Перед Новым годом наш детдом стали «разгружать» – около трети ребят (в основном таких, с которыми воспитателям было труднее) распихали по другим, стационарным, а не эвакуированным детдомам Горьковской области. Я с ещё пятью ребятами попал в Городец, красивый городок на высоком берегу Волги, знаменитый тем, что в нём когда-то помер Александр Невский. Ещё поговаривали, что когда-то назывался он «Малый Китеж».
Там в феврале я получил письмо от разыскавшего меня Пантелеева. В этом письме Александр Петрович сообщил мне почтовый адрес военной части, в которой служил мой двоюродный братец Володя Витовецкий. Эта военная часть была на самом деле санитарным поездом, курсировавшим между Вологдой и фронтом. Тут я могу отослать читателя к роману В. Пановой «Спутники», в котором то ли начальник, то ли главврач санитарного поезда, «военврач второго ранга» (то есть майор) Витовецкий и описан (не помню уж под каким именем – а разыскивать и пересматривать Панову не хочется.). Знаю только, что знакомы они были еще с довоенных времён, когда Витовецкий лечил сына Пановой Борю [16].
Через день после пантелеевского письма пришло письмо и от Володи Витовецкого, которому тот же Александр Петрович прислал мой адрес.
Из письма Витовецкого я узнал о гибели трех тёток Маркус в Ростове и дяди Изи в Париже.
* * *
В Городецкий детдом из Горького приехал майор в фуражке с малиновым околышем и лирами в петлицах. Он отобрал шестерых из старших ребят для «музыкантской команды».
Слуха у меня вообще не было и нет, медведь на ухе безусловно поплясал, но майор всё же взял меня из-за «удивительного чувства ритма», как он выразился. Нас увезли в Горький в какое-то «Военно-политическое училище», и мы учились там месяца полтора. Нас готовили, как «смену училищному оркестру». Меня обучили обращаться с барабанами, щётками и всякими «трензелями».

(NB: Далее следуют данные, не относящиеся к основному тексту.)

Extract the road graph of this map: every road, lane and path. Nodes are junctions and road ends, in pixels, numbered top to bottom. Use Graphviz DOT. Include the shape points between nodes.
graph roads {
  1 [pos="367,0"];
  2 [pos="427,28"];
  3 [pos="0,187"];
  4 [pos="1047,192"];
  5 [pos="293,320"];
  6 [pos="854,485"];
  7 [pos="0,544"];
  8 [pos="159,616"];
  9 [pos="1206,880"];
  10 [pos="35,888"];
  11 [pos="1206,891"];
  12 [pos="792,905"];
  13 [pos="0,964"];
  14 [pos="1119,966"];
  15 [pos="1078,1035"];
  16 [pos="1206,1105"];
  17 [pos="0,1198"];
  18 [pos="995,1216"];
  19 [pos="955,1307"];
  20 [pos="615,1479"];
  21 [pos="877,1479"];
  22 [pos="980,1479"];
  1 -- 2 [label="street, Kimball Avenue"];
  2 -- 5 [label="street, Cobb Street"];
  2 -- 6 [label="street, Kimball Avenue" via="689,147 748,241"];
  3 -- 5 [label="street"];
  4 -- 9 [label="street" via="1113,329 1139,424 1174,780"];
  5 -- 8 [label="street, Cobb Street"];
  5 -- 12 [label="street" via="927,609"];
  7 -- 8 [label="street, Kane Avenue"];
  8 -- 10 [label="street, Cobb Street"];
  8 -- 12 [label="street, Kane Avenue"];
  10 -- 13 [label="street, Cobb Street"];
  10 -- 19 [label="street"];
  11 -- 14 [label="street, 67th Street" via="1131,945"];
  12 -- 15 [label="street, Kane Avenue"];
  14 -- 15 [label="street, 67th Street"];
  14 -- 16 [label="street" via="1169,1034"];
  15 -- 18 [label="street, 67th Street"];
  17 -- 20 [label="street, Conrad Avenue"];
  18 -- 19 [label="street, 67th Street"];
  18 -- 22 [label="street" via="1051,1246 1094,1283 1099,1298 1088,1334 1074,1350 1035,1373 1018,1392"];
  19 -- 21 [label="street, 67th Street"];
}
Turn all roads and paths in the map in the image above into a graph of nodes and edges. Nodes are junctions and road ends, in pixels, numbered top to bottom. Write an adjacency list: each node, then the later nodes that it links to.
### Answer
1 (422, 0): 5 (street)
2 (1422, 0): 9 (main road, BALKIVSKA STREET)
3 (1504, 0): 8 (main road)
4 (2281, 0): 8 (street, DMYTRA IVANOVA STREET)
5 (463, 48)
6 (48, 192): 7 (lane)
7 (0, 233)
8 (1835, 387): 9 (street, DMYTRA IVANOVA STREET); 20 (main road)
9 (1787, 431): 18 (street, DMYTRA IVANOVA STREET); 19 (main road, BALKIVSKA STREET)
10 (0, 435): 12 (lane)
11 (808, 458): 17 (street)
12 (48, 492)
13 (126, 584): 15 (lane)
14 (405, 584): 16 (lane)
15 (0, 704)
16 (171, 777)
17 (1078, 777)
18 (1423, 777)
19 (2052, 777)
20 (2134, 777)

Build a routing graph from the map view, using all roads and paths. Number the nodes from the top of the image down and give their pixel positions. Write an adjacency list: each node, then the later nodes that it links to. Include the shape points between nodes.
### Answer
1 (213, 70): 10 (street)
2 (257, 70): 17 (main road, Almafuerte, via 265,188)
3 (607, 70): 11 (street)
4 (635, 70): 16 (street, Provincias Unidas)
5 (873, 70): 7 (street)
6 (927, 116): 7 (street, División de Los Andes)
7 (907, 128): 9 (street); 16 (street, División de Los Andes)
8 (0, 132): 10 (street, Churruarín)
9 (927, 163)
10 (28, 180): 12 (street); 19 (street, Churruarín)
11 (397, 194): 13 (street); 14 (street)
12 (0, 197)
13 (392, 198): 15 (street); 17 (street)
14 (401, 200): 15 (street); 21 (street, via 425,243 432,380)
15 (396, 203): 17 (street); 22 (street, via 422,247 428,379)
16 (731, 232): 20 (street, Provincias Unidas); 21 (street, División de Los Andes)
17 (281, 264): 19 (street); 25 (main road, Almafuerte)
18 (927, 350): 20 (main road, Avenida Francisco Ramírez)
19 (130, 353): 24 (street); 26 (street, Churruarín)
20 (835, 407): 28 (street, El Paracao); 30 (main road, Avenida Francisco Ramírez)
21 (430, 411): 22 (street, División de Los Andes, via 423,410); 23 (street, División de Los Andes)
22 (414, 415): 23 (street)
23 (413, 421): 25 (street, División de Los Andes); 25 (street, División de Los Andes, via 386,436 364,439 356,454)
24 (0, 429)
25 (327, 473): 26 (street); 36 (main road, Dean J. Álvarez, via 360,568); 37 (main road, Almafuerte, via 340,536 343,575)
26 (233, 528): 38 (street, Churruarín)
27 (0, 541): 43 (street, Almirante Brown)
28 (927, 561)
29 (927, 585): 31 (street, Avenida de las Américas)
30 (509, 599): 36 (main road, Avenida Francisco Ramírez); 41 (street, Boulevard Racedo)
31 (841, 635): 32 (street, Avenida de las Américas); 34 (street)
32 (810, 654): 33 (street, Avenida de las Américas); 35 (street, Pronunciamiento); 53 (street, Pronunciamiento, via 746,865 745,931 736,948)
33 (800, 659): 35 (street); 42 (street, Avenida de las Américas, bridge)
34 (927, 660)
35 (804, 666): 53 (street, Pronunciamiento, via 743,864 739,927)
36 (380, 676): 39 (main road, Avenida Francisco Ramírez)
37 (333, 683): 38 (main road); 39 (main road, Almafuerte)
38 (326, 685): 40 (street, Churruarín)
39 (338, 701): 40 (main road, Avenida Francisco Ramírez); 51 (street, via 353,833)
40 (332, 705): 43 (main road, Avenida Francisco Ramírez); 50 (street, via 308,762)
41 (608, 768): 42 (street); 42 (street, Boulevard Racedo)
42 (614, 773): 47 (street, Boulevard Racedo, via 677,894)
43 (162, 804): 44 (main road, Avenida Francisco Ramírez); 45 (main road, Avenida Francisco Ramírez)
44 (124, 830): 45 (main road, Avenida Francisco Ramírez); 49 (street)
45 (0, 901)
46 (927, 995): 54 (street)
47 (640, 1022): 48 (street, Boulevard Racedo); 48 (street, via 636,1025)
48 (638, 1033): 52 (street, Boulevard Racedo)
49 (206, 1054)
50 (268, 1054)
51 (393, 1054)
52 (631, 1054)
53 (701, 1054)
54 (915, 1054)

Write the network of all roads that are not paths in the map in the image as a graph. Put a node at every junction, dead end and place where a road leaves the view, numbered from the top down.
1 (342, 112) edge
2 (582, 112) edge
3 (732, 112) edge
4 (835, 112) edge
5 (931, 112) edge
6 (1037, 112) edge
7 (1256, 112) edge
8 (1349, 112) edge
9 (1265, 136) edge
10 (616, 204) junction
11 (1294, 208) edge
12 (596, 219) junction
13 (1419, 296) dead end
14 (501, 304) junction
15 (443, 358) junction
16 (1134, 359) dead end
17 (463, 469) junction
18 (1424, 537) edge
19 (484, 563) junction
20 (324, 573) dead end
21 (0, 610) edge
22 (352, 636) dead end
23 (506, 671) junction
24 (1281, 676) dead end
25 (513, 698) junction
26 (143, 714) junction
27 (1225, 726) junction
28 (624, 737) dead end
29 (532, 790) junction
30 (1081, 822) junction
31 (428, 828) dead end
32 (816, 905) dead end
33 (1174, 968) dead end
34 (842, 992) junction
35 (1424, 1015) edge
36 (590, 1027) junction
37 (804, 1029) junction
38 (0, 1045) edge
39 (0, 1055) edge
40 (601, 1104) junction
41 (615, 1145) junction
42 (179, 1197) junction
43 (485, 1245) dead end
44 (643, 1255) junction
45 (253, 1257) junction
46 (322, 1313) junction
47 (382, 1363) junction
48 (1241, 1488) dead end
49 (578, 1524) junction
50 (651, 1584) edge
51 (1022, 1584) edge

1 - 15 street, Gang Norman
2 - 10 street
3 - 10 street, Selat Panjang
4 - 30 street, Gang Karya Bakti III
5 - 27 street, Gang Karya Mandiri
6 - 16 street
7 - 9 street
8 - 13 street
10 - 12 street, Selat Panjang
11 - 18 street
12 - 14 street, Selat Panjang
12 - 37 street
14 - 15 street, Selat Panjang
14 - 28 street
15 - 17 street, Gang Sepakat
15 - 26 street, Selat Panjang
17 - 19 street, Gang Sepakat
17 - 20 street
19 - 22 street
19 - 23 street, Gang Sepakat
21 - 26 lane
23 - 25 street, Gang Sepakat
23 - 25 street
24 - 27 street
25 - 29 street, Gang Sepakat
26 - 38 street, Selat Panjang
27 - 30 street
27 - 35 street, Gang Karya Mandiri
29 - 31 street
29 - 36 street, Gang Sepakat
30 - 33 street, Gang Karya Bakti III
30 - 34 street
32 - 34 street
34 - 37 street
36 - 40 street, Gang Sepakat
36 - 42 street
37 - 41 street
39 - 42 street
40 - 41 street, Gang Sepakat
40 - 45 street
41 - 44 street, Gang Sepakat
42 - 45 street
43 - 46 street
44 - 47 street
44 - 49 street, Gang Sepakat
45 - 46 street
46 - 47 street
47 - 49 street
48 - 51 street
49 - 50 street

Потом нас (как нам сказали, «только на две недели») отправили в какой-то полк неподалеку от линии фронта. Нам пришлось там играть, поскольку с полковым оркестром «что-то случилось».
Однажды просыпаемся мы в деревне в своём сарае – а полк исчез. Из разговоров мужиков, которые взволнованными голосами переговаривались рядом с нашим сараем, нам стало понятно, что подходят немцы, что наш полк отступил, и где он неизвестно, и что про нас просто забыли.